Chilean workers' and women's rights activist (1851–fl.1916)

Juana Roldán de Alarcón (born 1851 – ) was a Chilean workers' and women's rights activist, known for founding the Society for the Protection of Women.

==Biography==
Roldán was born Juana Roldán Escobar in 1851 in Santiago to José Dolores Roldán and Dominga Escobar. Roldán grew up in a working class family.
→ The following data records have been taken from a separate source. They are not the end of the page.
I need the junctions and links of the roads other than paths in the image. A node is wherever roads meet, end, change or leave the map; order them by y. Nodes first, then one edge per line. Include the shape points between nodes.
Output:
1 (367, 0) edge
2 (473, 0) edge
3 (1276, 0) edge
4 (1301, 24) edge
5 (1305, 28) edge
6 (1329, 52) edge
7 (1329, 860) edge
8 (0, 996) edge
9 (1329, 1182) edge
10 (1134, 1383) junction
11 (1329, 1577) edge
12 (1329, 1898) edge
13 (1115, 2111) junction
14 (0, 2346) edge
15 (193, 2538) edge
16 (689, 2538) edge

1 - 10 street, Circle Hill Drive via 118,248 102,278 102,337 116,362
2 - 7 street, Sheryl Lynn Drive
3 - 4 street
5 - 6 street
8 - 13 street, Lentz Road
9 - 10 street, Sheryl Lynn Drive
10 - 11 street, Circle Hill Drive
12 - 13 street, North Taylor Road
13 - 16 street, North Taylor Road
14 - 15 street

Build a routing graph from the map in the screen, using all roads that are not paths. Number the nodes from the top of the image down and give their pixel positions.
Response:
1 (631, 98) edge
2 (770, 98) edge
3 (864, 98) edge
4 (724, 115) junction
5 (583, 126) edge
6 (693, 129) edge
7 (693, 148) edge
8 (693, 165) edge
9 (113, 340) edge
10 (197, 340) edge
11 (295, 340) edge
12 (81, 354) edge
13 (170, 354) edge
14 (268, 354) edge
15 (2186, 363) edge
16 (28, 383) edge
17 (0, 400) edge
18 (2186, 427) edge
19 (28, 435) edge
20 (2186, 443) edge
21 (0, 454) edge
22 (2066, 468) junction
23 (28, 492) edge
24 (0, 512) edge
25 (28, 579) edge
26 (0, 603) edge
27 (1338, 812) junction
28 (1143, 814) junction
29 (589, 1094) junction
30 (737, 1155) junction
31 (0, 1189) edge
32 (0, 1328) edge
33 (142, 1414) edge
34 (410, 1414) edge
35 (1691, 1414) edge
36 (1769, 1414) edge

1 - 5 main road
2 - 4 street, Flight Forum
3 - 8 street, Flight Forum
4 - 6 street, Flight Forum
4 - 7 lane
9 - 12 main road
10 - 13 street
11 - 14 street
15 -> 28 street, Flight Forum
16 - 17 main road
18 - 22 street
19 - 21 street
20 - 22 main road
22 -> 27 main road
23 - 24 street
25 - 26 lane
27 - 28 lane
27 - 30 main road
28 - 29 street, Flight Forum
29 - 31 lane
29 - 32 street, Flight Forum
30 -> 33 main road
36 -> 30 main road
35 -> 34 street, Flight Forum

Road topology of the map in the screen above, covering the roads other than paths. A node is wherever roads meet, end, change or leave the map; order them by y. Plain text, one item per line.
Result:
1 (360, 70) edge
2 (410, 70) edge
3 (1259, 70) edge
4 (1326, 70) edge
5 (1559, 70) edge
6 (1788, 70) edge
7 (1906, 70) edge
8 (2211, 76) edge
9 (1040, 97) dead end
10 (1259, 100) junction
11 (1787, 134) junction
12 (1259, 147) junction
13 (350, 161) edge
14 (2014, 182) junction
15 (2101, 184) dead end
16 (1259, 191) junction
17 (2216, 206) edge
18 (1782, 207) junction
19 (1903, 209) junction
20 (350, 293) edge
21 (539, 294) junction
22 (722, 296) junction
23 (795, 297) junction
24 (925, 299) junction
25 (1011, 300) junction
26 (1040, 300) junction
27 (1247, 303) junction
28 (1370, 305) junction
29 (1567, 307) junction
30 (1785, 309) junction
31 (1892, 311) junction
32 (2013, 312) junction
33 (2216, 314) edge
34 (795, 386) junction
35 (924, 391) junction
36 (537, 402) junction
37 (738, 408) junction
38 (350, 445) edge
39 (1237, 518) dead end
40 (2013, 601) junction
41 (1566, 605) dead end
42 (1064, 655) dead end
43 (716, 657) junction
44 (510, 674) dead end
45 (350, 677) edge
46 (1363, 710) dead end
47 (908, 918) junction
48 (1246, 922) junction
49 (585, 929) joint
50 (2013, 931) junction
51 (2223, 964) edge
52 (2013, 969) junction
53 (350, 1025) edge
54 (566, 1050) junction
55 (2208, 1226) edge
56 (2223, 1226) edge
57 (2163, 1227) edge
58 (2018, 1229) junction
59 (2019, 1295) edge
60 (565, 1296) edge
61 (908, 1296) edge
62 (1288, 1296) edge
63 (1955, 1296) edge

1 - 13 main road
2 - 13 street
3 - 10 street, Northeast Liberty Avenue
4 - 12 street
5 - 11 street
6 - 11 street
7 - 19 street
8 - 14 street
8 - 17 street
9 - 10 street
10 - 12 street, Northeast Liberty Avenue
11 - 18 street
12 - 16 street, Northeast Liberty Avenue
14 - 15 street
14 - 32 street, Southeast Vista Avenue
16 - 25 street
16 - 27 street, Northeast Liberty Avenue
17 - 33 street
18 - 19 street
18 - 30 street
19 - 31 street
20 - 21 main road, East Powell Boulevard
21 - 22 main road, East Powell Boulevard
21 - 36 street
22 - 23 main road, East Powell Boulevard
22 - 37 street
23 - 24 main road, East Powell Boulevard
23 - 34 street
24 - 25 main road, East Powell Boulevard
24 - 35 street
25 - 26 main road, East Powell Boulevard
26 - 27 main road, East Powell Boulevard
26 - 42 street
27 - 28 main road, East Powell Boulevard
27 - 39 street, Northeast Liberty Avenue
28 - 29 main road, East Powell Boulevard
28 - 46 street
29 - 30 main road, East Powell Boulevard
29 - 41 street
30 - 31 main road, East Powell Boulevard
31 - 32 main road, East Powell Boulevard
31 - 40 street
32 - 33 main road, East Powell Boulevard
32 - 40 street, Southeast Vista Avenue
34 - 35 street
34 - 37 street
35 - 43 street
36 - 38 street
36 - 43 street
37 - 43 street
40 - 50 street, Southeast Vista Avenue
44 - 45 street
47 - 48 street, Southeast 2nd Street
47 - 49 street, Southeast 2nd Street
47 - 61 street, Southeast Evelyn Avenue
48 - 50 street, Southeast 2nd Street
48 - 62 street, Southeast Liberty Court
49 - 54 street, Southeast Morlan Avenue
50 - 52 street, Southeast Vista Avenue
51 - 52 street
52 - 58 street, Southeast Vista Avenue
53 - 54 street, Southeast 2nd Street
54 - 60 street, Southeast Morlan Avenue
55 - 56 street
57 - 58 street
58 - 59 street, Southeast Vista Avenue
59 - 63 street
On 23 September 1883, Roldán began working at the José Miguel Infante Philharmonic and became known for defending workers rights. Inspired by the 1887 establishment of the Women Workers' Mutual Aid Society in Valparaíso, Roldán founded a Mutual aid society in Santiago the following year. Originally established as Society for the Emancipation of Women, the name was quickly changed to the Society for the Protection of Women following outrage amongst working-class women over the use of "Emancipation" within the group's title. Roldán served as the societies inaugural president. Valeria Alejandra Olivares-Olivares contends that this outrage was indicative of the resistance to women's emancipation which existed within Chilean women's associations during the late 19th century.

Roldán also contributed to La Alborada, a newspaper for working-class women which circulated from 1905 to 1907.

==Personal life==
In 1879, Roldán married Jenaro Alarcón Fardo (born 1857), a worker's right activist and founder of the Democrat Party. Roldán and Alarcón had at least one child.